Exercise description: Pictures must be dropped from the copy of the entries below; all else is returned exactly.

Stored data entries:
== Segment start ==

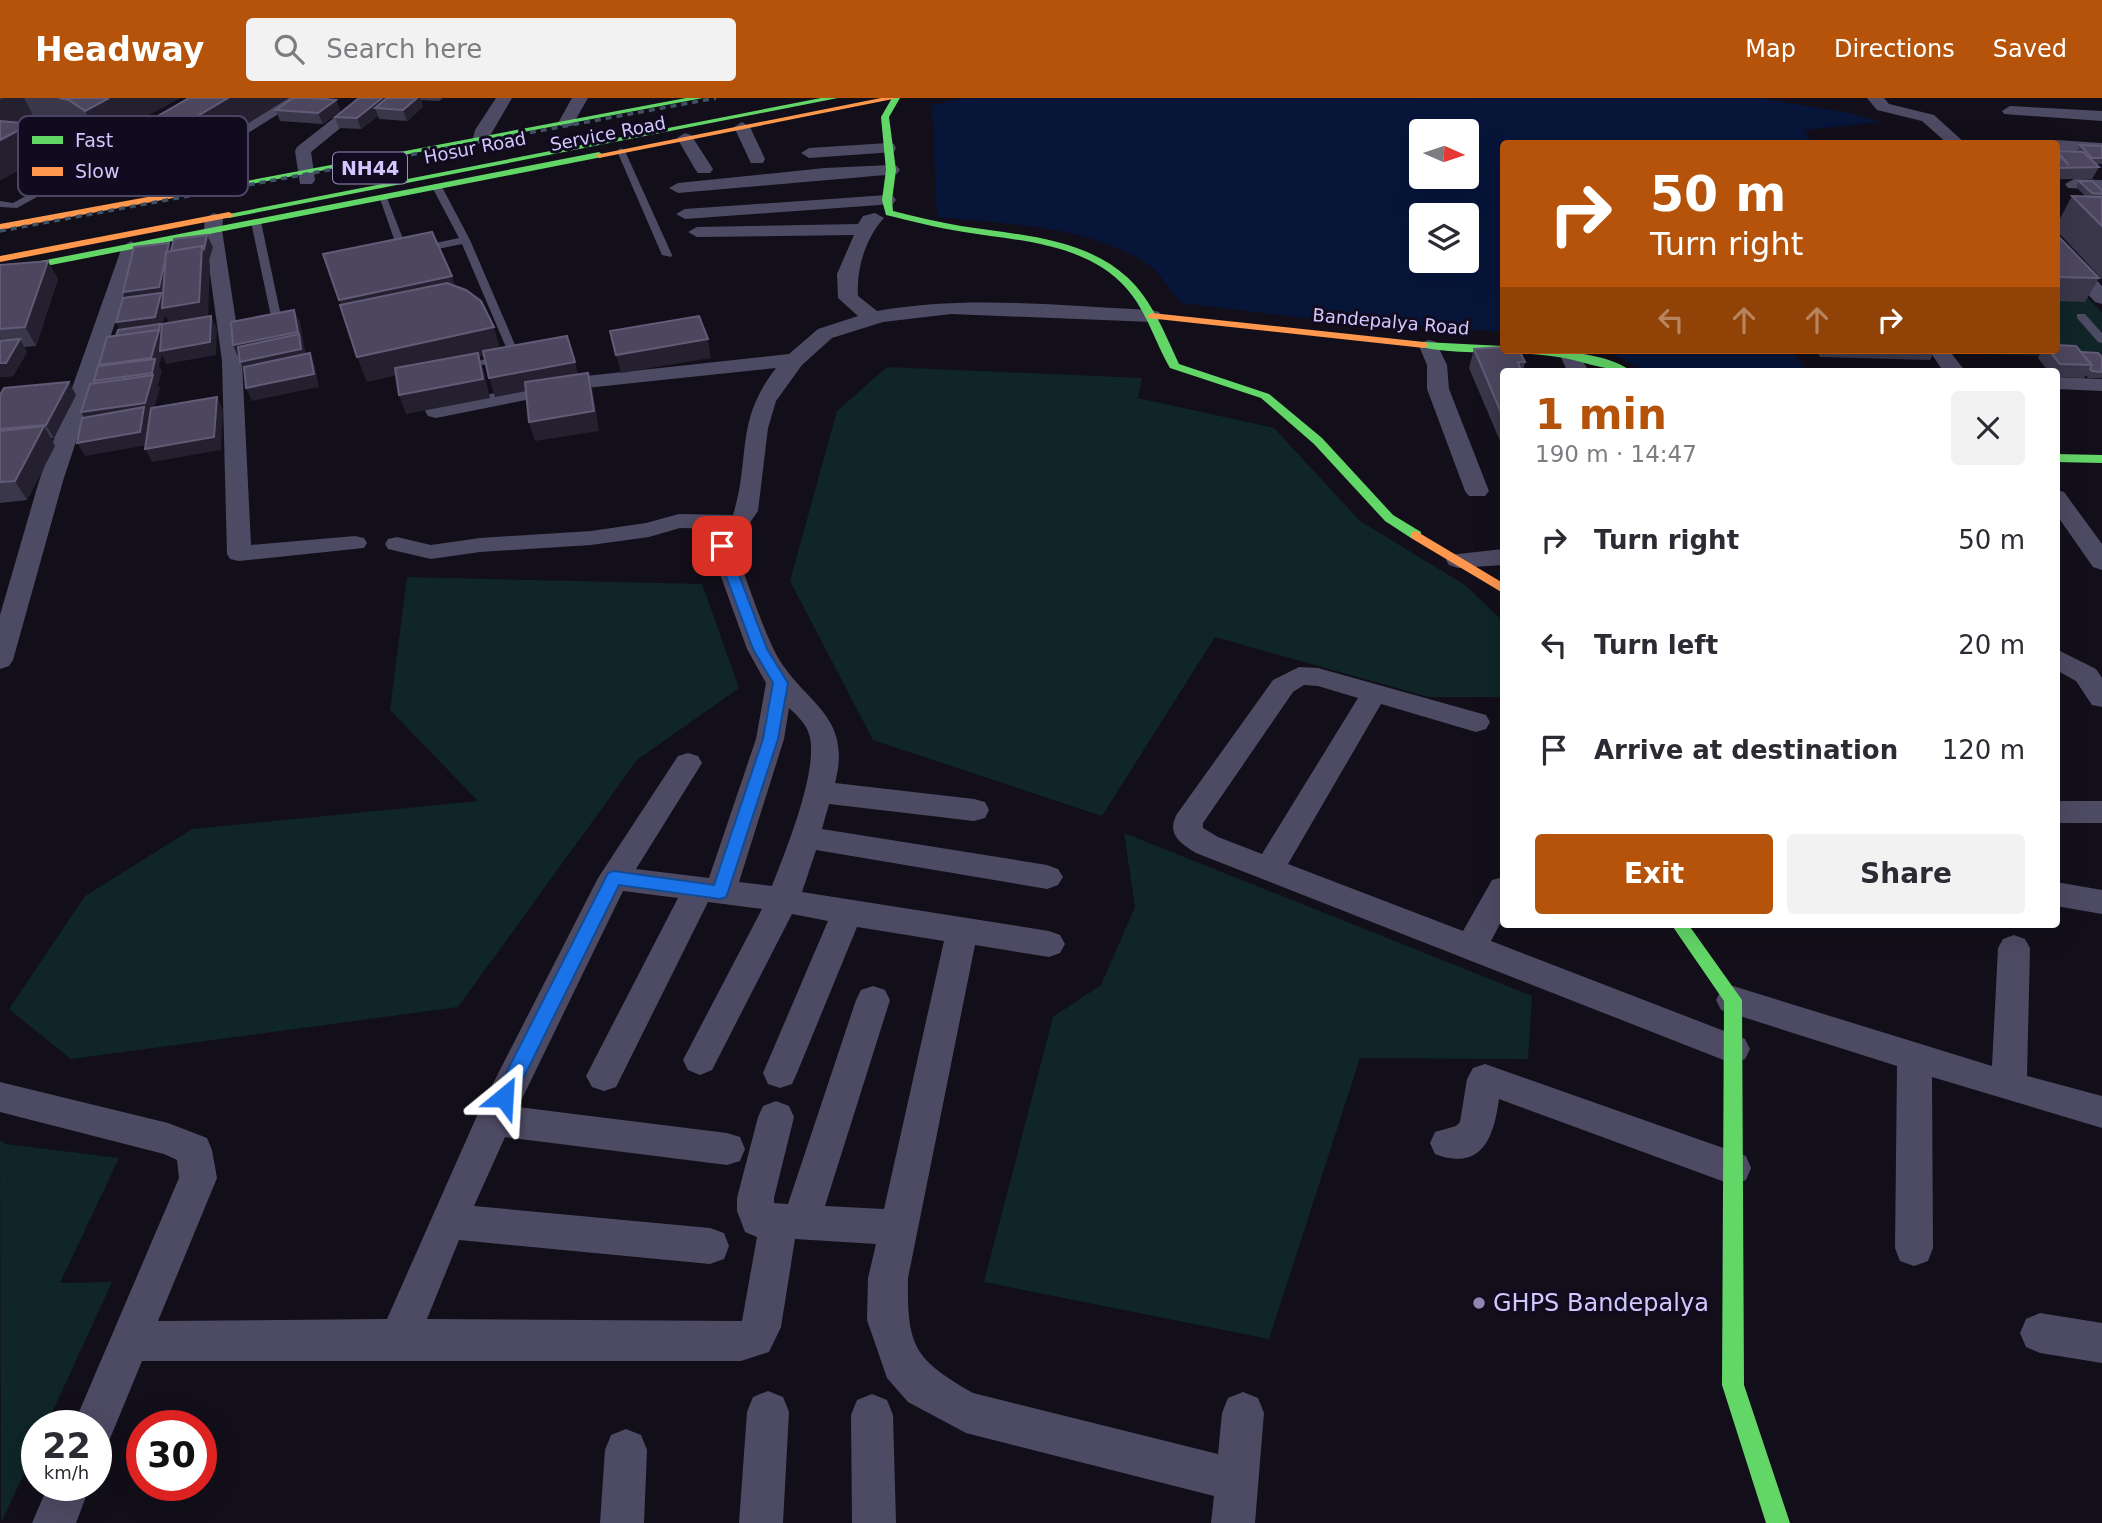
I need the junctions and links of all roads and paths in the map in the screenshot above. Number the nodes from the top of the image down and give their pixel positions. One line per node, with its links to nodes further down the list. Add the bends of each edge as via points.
1 (296, 98): 19 (street)
2 (369, 98): 31 (street, via 303,151)
3 (504, 98): 20 (street)
4 (580, 98): 17 (street)
5 (699, 98): 12 (main road, Hosur Road)
6 (769, 98): 52 (main road)
7 (809, 98): 58 (main road)
8 (834, 98): 46 (main road, Hosur Road / NH44)
9 (895, 98): 13 (main road, Service Road); 16 (main road)
10 (1875, 98): 22 (street, via 1883,107 1927,118)
11 (719, 102): 31 (main road, Hosur Road / NH44)
12 (643, 103): 17 (main road, Hosur Road)
13 (865, 104): 16 (main road); 18 (main road, Service Road)
14 (2010, 111): 15 (street)
15 (2102, 116)
16 (885, 117): 24 (main road)
17 (566, 123): 20 (main road, Hosur Road)
18 (742, 127): 21 (main road, Service Road); 28 (street)
19 (248, 130)
20 (481, 138): 31 (main road, Hosur Road)
21 (685, 138): 26 (main road, Service Road); 29 (street)
22 (1953, 140)
23 (2060, 145): 25 (street)
24 (888, 148): 27 (street); 30 (main road)
25 (2102, 148)
26 (621, 151): 36 (main road, Service Road); 56 (lane)
27 (809, 153)
28 (757, 159)
29 (704, 169)
30 (891, 170): 37 (street); 43 (main road)
31 (306, 175): 32 (main road, Hosur Road); 35 (main road, Hosur Road / NH44)
32 (248, 181)
33 (2074, 184): 34 (street)
34 (2102, 185)
35 (248, 187)
36 (437, 187): 41 (main road, Service Road); 51 (lane)
37 (678, 188)
38 (32, 196): 42 (lane, via 14,206)
39 (133, 196): 47 (main road, Hosur Road)
40 (206, 196): 50 (main road, Hosur Road / NH44)
41 (382, 198): 45 (main road, Service Road); 55 (lane)
42 (0, 204)
43 (888, 206): 44 (street); 48 (street, via 869,220); 60 (main road, via 956,228 1080,253 1117,273)
44 (685, 214)
45 (256, 222): 46 (main road, Service Road); 63 (lane)
46 (214, 224): 53 (main road, Service Road); 58 (main road, Hosur Road / NH44); 79 (street, via 232,361 239,554)
47 (0, 227)
48 (865, 229): 49 (street); 62 (street, via 847,274 848,298)
49 (697, 232)
50 (0, 239)
51 (465, 240): 55 (lane); 68 (lane, via 514,354)
52 (0, 245)
53 (131, 247): 58 (main road, Service Road); 87 (street, via 51,481)
54 (2060, 251): 59 (street)
55 (404, 253): 57 (lane)
56 (667, 255)
57 (391, 256)
58 (1, 267)
59 (2102, 298)
60 (1152, 316): 62 (street, via 1005,309 932,310); 65 (main road, Bandepalya Road); 83 (main road, via 1174,366 1265,396 1318,441 1389,518)
61 (2081, 316): 64 (lane)
62 (875, 319): 66 (street, via 832,330)
63 (278, 321)
64 (2102, 340)
65 (1429, 346): 67 (main road, Bandepalya Road); 75 (street, via 1437,365 1438,389)
66 (795, 360): 72 (street, via 586,383); 77 (street, via 765,401 746,514)
67 (1574, 363): 69 (main road, Bandepalya Road)
68 (475, 364)
69 (1620, 368)
70 (2060, 383): 71 (street)
71 (2102, 385)
72 (436, 411)
73 (2060, 458): 74 (main road)
74 (2102, 459)
75 (1476, 491)
76 (2060, 503): 84 (street)
77 (740, 522): 78 (street, via 680,521 591,538); 88 (street, via 722,546 760,649)
78 (525, 542): 80 (street, via 431,552); 82 (street, via 532,555)
79 (355, 543)
80 (397, 544)
81 (1500, 557): 83 (street)
82 (554, 558)
83 (1458, 560): 85 (main road)
84 (2102, 562)
85 (1500, 587)
86 (2060, 659): 90 (street, via 2086,675)
87 (0, 660)
88 (780, 683): 93 (street, via 823,734 826,762); 101 (street, via 770,739)
89 (1374, 693): 91 (street); 98 (street); 98 (street, via 1318,677 1298,676 1283,686 1188,822 1188,832 1207,845)
90 (2102, 698)
91 (1476, 722)
92 (688, 763): 100 (street)
93 (818, 792): 94 (street); 97 (street)
94 (974, 810)
95 (2060, 812): 96 (street)
96 (2102, 812)
97 (805, 837): 99 (street); 104 (street)
98 (1269, 869): 110 (street)
99 (1047, 877)
100 (614, 878): 101 (street); 123 (street)
101 (709, 891): 104 (street); 118 (street)
102 (1500, 894): 110 (street)
103 (2060, 895): 105 (street)
104 (783, 900): 106 (street); 116 (street)
105 (2102, 902)
106 (847, 913): 108 (street); 117 (street)
107 (1682, 928): 113 (main road)
108 (962, 931): 109 (street); 129 (street)
109 (1049, 944)
110 (1471, 947): 114 (street)
111 (2014, 948): 119 (street)
112 (873, 1000): 128 (street)
113 (1732, 1000): 114 (main road); 115 (street)
114 (1733, 1049): 126 (main road)
115 (1914, 1057): 119 (street); 131 (street)
116 (700, 1060)
117 (780, 1073)
118 (604, 1076)
119 (2009, 1086): 121 (street)
120 (0, 1097): 134 (street, via 169,1139 194,1150 198,1178)
121 (2102, 1112)
122 (776, 1117): 128 (street, via 755,1197 755,1214 758,1220)
123 (493, 1120): 125 (street); 127 (street)
124 (1448, 1143): 126 (street, via 1465,1142 1477,1129 1485,1079)
125 (727, 1149)
126 (1733, 1168): 148 (main road, via 1734,1385)
127 (448, 1221): 130 (street); 133 (street)
128 (790, 1221): 129 (street); 133 (street, via 754,1338)
129 (899, 1227): 141 (street, via 888,1278 887,1320 901,1364 922,1387 966,1412)
130 (710, 1246)
131 (1914, 1248)
132 (2040, 1333): 135 (street)
133 (399, 1339): 134 (street)
134 (130, 1341): 136 (street)
135 (2102, 1343)
136 (101, 1410)
137 (768, 1412): 145 (street)
138 (1242, 1413): 141 (street)
139 (873, 1415): 146 (street)
140 (626, 1450): 144 (street)
141 (1236, 1479): 147 (street)
142 (63, 1501): 143 (street)
143 (54, 1523)
144 (622, 1523)
145 (761, 1523)
146 (874, 1523)
147 (1233, 1523)
148 (1778, 1523)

== Segment end ==

Response area:
I need the junctions and links of all roads and paths in the map in the screenshot above. Number the nodes from the top of the image down and give their pixel positions. One line per node, with its links to nodes further down the list. Add the bends of each edge as via points.
1 (296, 98): 19 (street)
2 (369, 98): 31 (street, via 303,151)
3 (504, 98): 20 (street)
4 (580, 98): 17 (street)
5 (699, 98): 12 (main road, Hosur Road)
6 (769, 98): 52 (main road)
7 (809, 98): 58 (main road)
8 (834, 98): 46 (main road, Hosur Road / NH44)
9 (895, 98): 13 (main road, Service Road); 16 (main road)
10 (1875, 98): 22 (street, via 1883,107 1927,118)
11 (719, 102): 31 (main road, Hosur Road / NH44)
12 (643, 103): 17 (main road, Hosur Road)
13 (865, 104): 16 (main road); 18 (main road, Service Road)
14 (2010, 111): 15 (street)
15 (2102, 116)
16 (885, 117): 24 (main road)
17 (566, 123): 20 (main road, Hosur Road)
18 (742, 127): 21 (main road, Service Road); 28 (street)
19 (248, 130)
20 (481, 138): 31 (main road, Hosur Road)
21 (685, 138): 26 (main road, Service Road); 29 (street)
22 (1953, 140)
23 (2060, 145): 25 (street)
24 (888, 148): 27 (street); 30 (main road)
25 (2102, 148)
26 (621, 151): 36 (main road, Service Road); 56 (lane)
27 (809, 153)
28 (757, 159)
29 (704, 169)
30 (891, 170): 37 (street); 43 (main road)
31 (306, 175): 32 (main road, Hosur Road); 35 (main road, Hosur Road / NH44)
32 (248, 181)
33 (2074, 184): 34 (street)
34 (2102, 185)
35 (248, 187)
36 (437, 187): 41 (main road, Service Road); 51 (lane)
37 (678, 188)
38 (32, 196): 42 (lane, via 14,206)
39 (133, 196): 47 (main road, Hosur Road)
40 (206, 196): 50 (main road, Hosur Road / NH44)
41 (382, 198): 45 (main road, Service Road); 55 (lane)
42 (0, 204)
43 (888, 206): 44 (street); 48 (street, via 869,220); 60 (main road, via 956,228 1080,253 1117,273)
44 (685, 214)
45 (256, 222): 46 (main road, Service Road); 63 (lane)
46 (214, 224): 53 (main road, Service Road); 58 (main road, Hosur Road / NH44); 79 (street, via 232,361 239,554)
47 (0, 227)
48 (865, 229): 49 (street); 62 (street, via 847,274 848,298)
49 (697, 232)
50 (0, 239)
51 (465, 240): 55 (lane); 68 (lane, via 514,354)
52 (0, 245)
53 (131, 247): 58 (main road, Service Road); 87 (street, via 51,481)
54 (2060, 251): 59 (street)
55 (404, 253): 57 (lane)
56 (667, 255)
57 (391, 256)
58 (1, 267)
59 (2102, 298)
60 (1152, 316): 62 (street, via 1005,309 932,310); 65 (main road, Bandepalya Road); 83 (main road, via 1174,366 1265,396 1318,441 1389,518)
61 (2081, 316): 64 (lane)
62 (875, 319): 66 (street, via 832,330)
63 (278, 321)
64 (2102, 340)
65 (1429, 346): 67 (main road, Bandepalya Road); 75 (street, via 1437,365 1438,389)
66 (795, 360): 72 (street, via 586,383); 77 (street, via 765,401 746,514)
67 (1574, 363): 69 (main road, Bandepalya Road)
68 (475, 364)
69 (1620, 368)
70 (2060, 383): 71 (street)
71 (2102, 385)
72 (436, 411)
73 (2060, 458): 74 (main road)
74 (2102, 459)
75 (1476, 491)
76 (2060, 503): 84 (street)
77 (740, 522): 78 (street, via 680,521 591,538); 88 (street, via 722,546 760,649)
78 (525, 542): 80 (street, via 431,552); 82 (street, via 532,555)
79 (355, 543)
80 (397, 544)
81 (1500, 557): 83 (street)
82 (554, 558)
83 (1458, 560): 85 (main road)
84 (2102, 562)
85 (1500, 587)
86 (2060, 659): 90 (street, via 2086,675)
87 (0, 660)
88 (780, 683): 93 (street, via 823,734 826,762); 101 (street, via 770,739)
89 (1374, 693): 91 (street); 98 (street); 98 (street, via 1318,677 1298,676 1283,686 1188,822 1188,832 1207,845)
90 (2102, 698)
91 (1476, 722)
92 (688, 763): 100 (street)
93 (818, 792): 94 (street); 97 (street)
94 (974, 810)
95 (2060, 812): 96 (street)
96 (2102, 812)
97 (805, 837): 99 (street); 104 (street)
98 (1269, 869): 110 (street)
99 (1047, 877)
100 (614, 878): 101 (street); 123 (street)
101 (709, 891): 104 (street); 118 (street)
102 (1500, 894): 110 (street)
103 (2060, 895): 105 (street)
104 (783, 900): 106 (street); 116 (street)
105 (2102, 902)
106 (847, 913): 108 (street); 117 (street)
107 (1682, 928): 113 (main road)
108 (962, 931): 109 (street); 129 (street)
109 (1049, 944)
110 (1471, 947): 114 (street)
111 (2014, 948): 119 (street)
112 (873, 1000): 128 (street)
113 (1732, 1000): 114 (main road); 115 (street)
114 (1733, 1049): 126 (main road)
115 (1914, 1057): 119 (street); 131 (street)
116 (700, 1060)
117 (780, 1073)
118 (604, 1076)
119 (2009, 1086): 121 (street)
120 (0, 1097): 134 (street, via 169,1139 194,1150 198,1178)
121 (2102, 1112)
122 (776, 1117): 128 (street, via 755,1197 755,1214 758,1220)
123 (493, 1120): 125 (street); 127 (street)
124 (1448, 1143): 126 (street, via 1465,1142 1477,1129 1485,1079)
125 (727, 1149)
126 (1733, 1168): 148 (main road, via 1734,1385)
127 (448, 1221): 130 (street); 133 (street)
128 (790, 1221): 129 (street); 133 (street, via 754,1338)
129 (899, 1227): 141 (street, via 888,1278 887,1320 901,1364 922,1387 966,1412)
130 (710, 1246)
131 (1914, 1248)
132 (2040, 1333): 135 (street)
133 (399, 1339): 134 (street)
134 (130, 1341): 136 (street)
135 (2102, 1343)
136 (101, 1410)
137 (768, 1412): 145 (street)
138 (1242, 1413): 141 (street)
139 (873, 1415): 146 (street)
140 (626, 1450): 144 (street)
141 (1236, 1479): 147 (street)
142 (63, 1501): 143 (street)
143 (54, 1523)
144 (622, 1523)
145 (761, 1523)
146 (874, 1523)
147 (1233, 1523)
148 (1778, 1523)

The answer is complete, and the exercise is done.